Skechers is a California-based designer, developer and marketer of casual and athletic shoes for men, women, and children. They have a large variety of styles that includes work shoes, athletic shoes, boots, sandals, sneakers, casual shoes, and dress shoes. Skechers has reality TV's Kim Kardashian as their TV commercial star; she markets their Shape-Ups brand.

Skechers has had issues with a glut of inventory following some bad press that the Shape-Ups brand sneakers do not do what they claim to do. The company claimed that Shape-Ups were supposed to give you better posture, improve your blood circulation, trim and tone legs and buttocks while walking, strengthen back muscles, reduce cellulite, and tighten abdominal muscles. The thick, curved soles of Shape-Ups are supposed to mimic walking barefoot. Some lawsuits were filed claiming that the Shape-Ups caused injury to the user because they changed the user’s gait. Their stock has taken a hit as a result, going from the $40s down to the teens.

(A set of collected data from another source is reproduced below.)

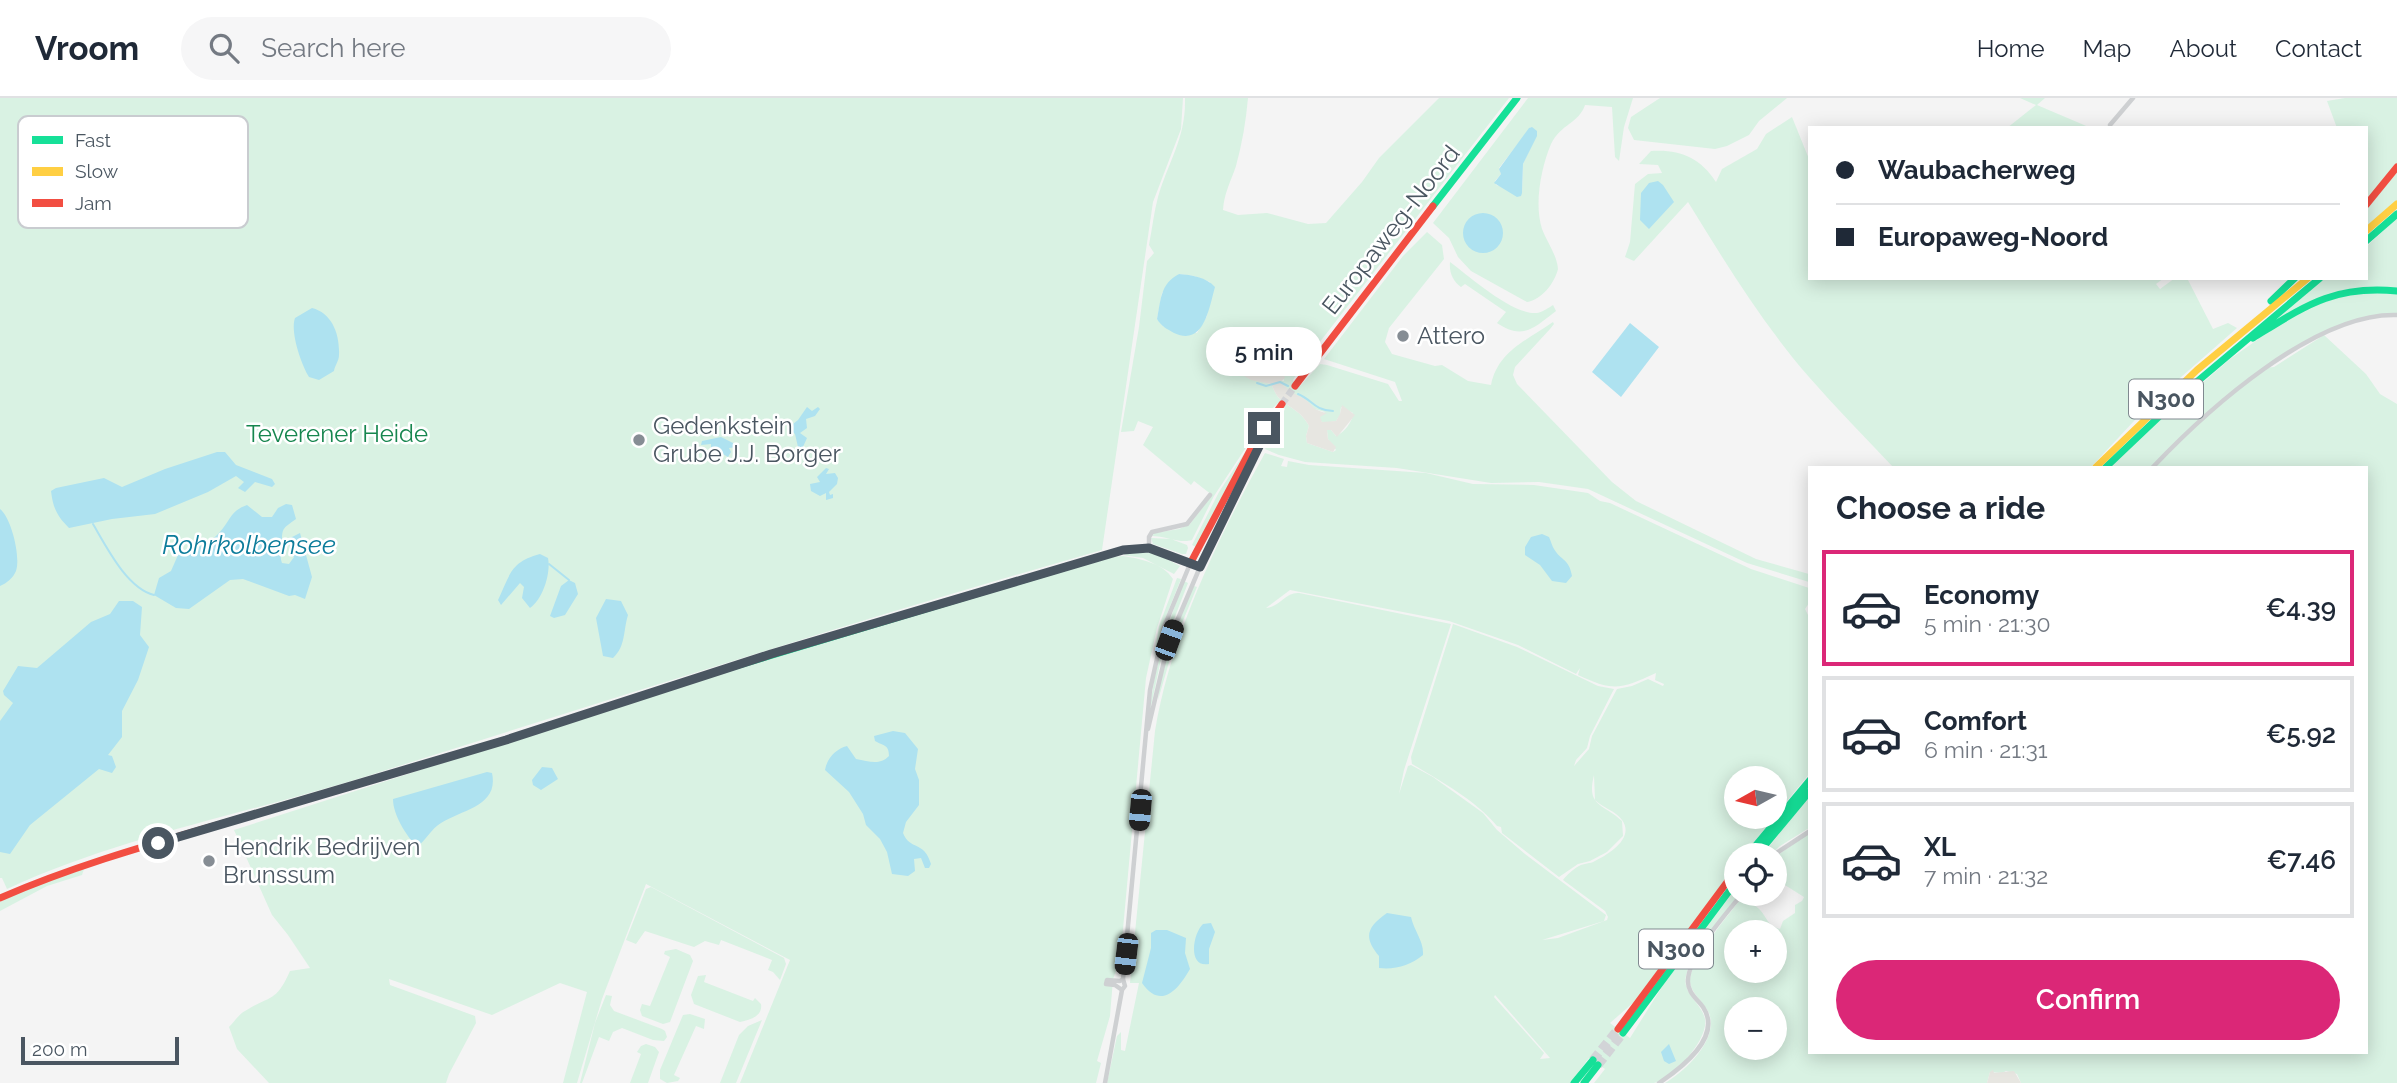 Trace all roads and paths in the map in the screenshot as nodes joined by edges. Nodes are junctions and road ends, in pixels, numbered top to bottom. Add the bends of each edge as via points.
1 (1517, 98) edge
2 (2133, 98) edge
3 (2110, 125) dead end
4 (2397, 167) edge
5 (2368, 203) edge
6 (2397, 204) edge
7 (2397, 214) edge
8 (2368, 229) edge
9 (2368, 239) edge
10 (2293, 280) edge
11 (2306, 280) edge
12 (2318, 280) edge
13 (2397, 291) edge
14 (2397, 315) edge
15 (2239, 334) junction
16 (2229, 352) junction
17 (1295, 386) tunnel mouth
18 (1282, 404) tunnel mouth
19 (1273, 418) junction
20 (2097, 466) edge
21 (2107, 466) edge
22 (2154, 466) edge
23 (1210, 495) dead end
24 (1149, 548) junction
25 (1190, 564) junction
26 (1200, 567) junction
27 (1147, 733) junction
28 (1808, 782) edge
29 (1808, 793) edge
30 (1808, 832) edge
31 (1758, 843) edge
32 (1767, 843) edge
33 (1787, 846) edge
34 (1724, 887) edge
35 (1724, 897) edge
36 (0, 898) edge
37 (1733, 906) edge
38 (1124, 979) junction
39 (1122, 990) junction
40 (1105, 1083) edge
41 (1574, 1083) edge
42 (1584, 1083) edge
43 (1659, 1083) edge

1 - 17 main road, Europaweg-Noord
2 - 3 street
4 - 5 main road
6 - 8 main road
7 - 9 main road
10 - 15 main road, N300
11 - 15 main road, N300
12 - 16 main road, N300
13 - 16 main road, N300 via 2351,290 2318,299
14 - 22 street via 2341,324 2291,353 2232,395
15 - 20 main road, N300
16 - 21 main road, N300
18 - 19 main road
19 - 25 main road via 1253,445
19 - 26 main road
23 - 24 street via 1187,524 1152,532
24 - 25 main road
24 - 36 main road via 1114,552 771,654 506,740 92,862
25 - 26 main road
25 - 27 street via 1164,627 1150,690
26 - 27 street via 1169,640
27 - 38 street
28 - 31 main road
29 - 32 main road
30 - 33 street
34 - 35 main road, N300 via 1620,1031
37 - 43 street via 1701,950 1688,978 1690,990 1707,1014 1706,1035 1688,1060
38 - 39 street
38 - 39 street via 1106,982
39 - 40 street
41 - 42 main road via 1596,1063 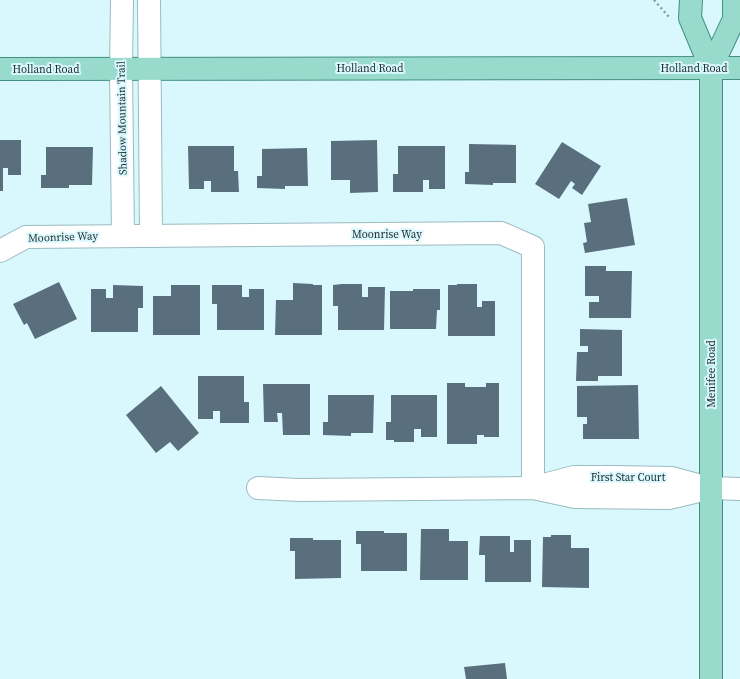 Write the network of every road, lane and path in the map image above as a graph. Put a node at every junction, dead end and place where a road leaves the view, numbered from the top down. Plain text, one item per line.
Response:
1 (122, 0) edge
2 (149, 0) edge
3 (654, 0) edge
4 (690, 0) edge
5 (734, 0) edge
6 (669, 17) dead end
7 (711, 68) junction
8 (740, 68) edge
9 (0, 69) edge
10 (121, 69) junction
11 (149, 69) junction
12 (123, 236) junction
13 (151, 236) junction
14 (0, 251) edge
15 (258, 488) dead end
16 (533, 488) junction
17 (711, 488) junction
18 (740, 488) edge
19 (711, 679) edge

1 - 10 street, Shadow Mountain Trail
2 - 11 street
3 - 6 path
4 - 7 main road, Menifee Road
5 - 7 main road, Menifee Road
7 - 8 main road, Holland Road
7 - 11 main road, Holland Road
7 - 17 main road, Menifee Road
9 - 10 main road, Holland Road
10 - 11 main road, Holland Road
10 - 12 street, Shadow Mountain Trail
11 - 13 street
12 - 13 street, Moonrise Way
12 - 14 street, Moonrise Way
13 - 16 street, Moonrise Way
15 - 16 street, First Star Court
16 - 17 street, First Star Court
17 - 18 street, First Star Court
17 - 19 main road, Menifee Road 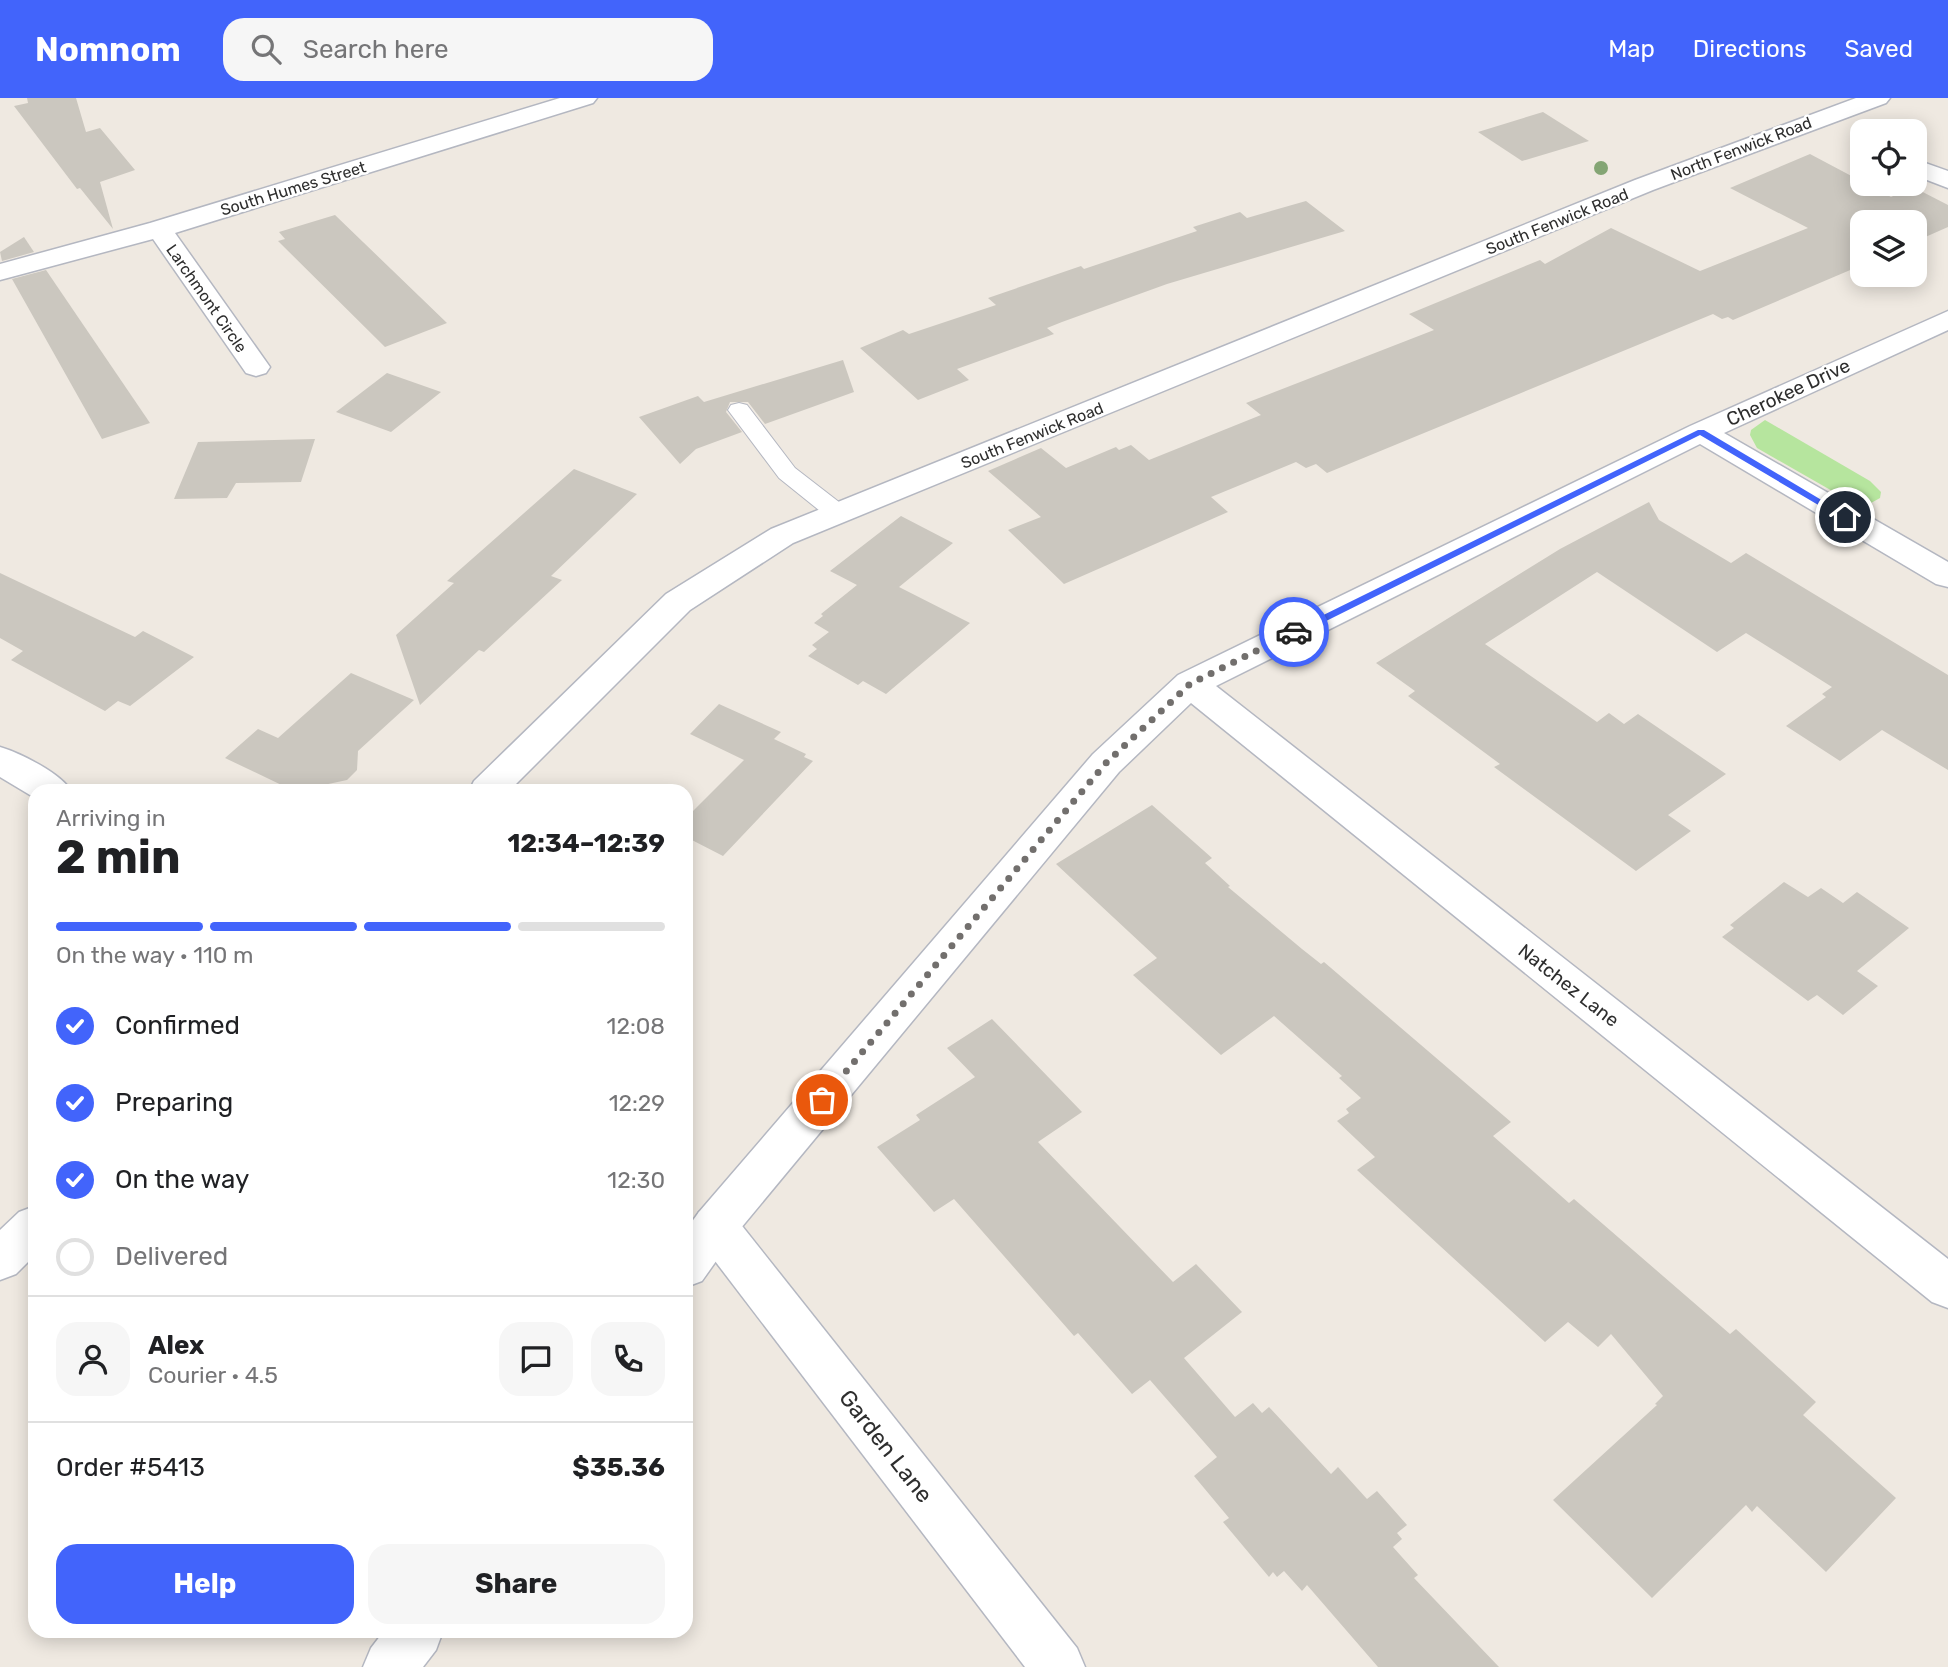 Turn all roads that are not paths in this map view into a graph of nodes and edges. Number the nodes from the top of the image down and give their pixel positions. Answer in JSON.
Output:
{"nodes":[{"id":1,"x":585,"y":98,"type":"edge"},
{"id":2,"x":1878,"y":98,"type":"edge"},
{"id":3,"x":1927,"y":171,"type":"edge"},
{"id":4,"x":1948,"y":180,"type":"edge"},
{"id":5,"x":1644,"y":185,"type":"joint"},
{"id":6,"x":159,"y":229,"type":"junction"},
{"id":7,"x":3,"y":265,"type":"edge"},
{"id":8,"x":1948,"y":319,"type":"edge"},
{"id":9,"x":256,"y":367,"type":"dead end"},
{"id":10,"x":739,"y":410,"type":"dead end"},
{"id":11,"x":1701,"y":432,"type":"junction"},
{"id":12,"x":839,"y":514,"type":"junction"},
{"id":13,"x":1948,"y":576,"type":"edge"},
{"id":14,"x":1190,"y":684,"type":"junction"},
{"id":15,"x":0,"y":760,"type":"edge"},
{"id":16,"x":41,"y":784,"type":"edge"},
{"id":17,"x":494,"y":784,"type":"edge"},
{"id":18,"x":715,"y":1226,"type":"junction"},
{"id":19,"x":28,"y":1233,"type":"edge"},
{"id":20,"x":693,"y":1256,"type":"edge"},
{"id":21,"x":0,"y":1259,"type":"edge"},
{"id":22,"x":1948,"y":1287,"type":"edge"},
{"id":23,"x":412,"y":1638,"type":"edge"},
{"id":24,"x":390,"y":1667,"type":"edge"},
{"id":25,"x":1058,"y":1667,"type":"edge"}],
"edges":[{"from":1,"to":6,"type":"street","name":"South Humes Street"},
{"from":2,"to":5,"type":"street","name":"North Fenwick Road"},
{"from":3,"to":4,"type":"street"},
{"from":5,"to":12,"type":"street","name":"South Fenwick Road"},
{"from":6,"to":7,"type":"street","name":"South Humes Street"},
{"from":6,"to":9,"type":"street","name":"Larchmont Circle"},
{"from":8,"to":11,"type":"street","name":"Cherokee Drive"},
{"from":10,"to":12,"type":"lane"},
{"from":11,"to":13,"type":"street"},
{"from":11,"to":14,"type":"street","name":"Cherokee Drive"},
{"from":12,"to":17,"type":"street","name":"South Fenwick Road"},
{"from":14,"to":18,"type":"street","name":"Cherokee Drive"},
{"from":14,"to":22,"type":"street","name":"Natchez Lane"},
{"from":15,"to":16,"type":"street"},
{"from":18,"to":20,"type":"street","name":"Cherokee Drive"},
{"from":18,"to":25,"type":"street","name":"Garden Lane"},
{"from":19,"to":21,"type":"street"},
{"from":23,"to":24,"type":"street"}]}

I feel that this negative news and inventory glut has already been priced into their stock. Skechers stock has stabilized this summer and is beginning to slowly rise again. Their stock now shows great value as it is trading at $3 under book value per share. They have 1.8 times more cash than debt. They are expected to grow earnings at 15% annually for the next five years. Expect them to bounce back from these levels as they improve their inventories and return to positive and healthy sales and earnings growth.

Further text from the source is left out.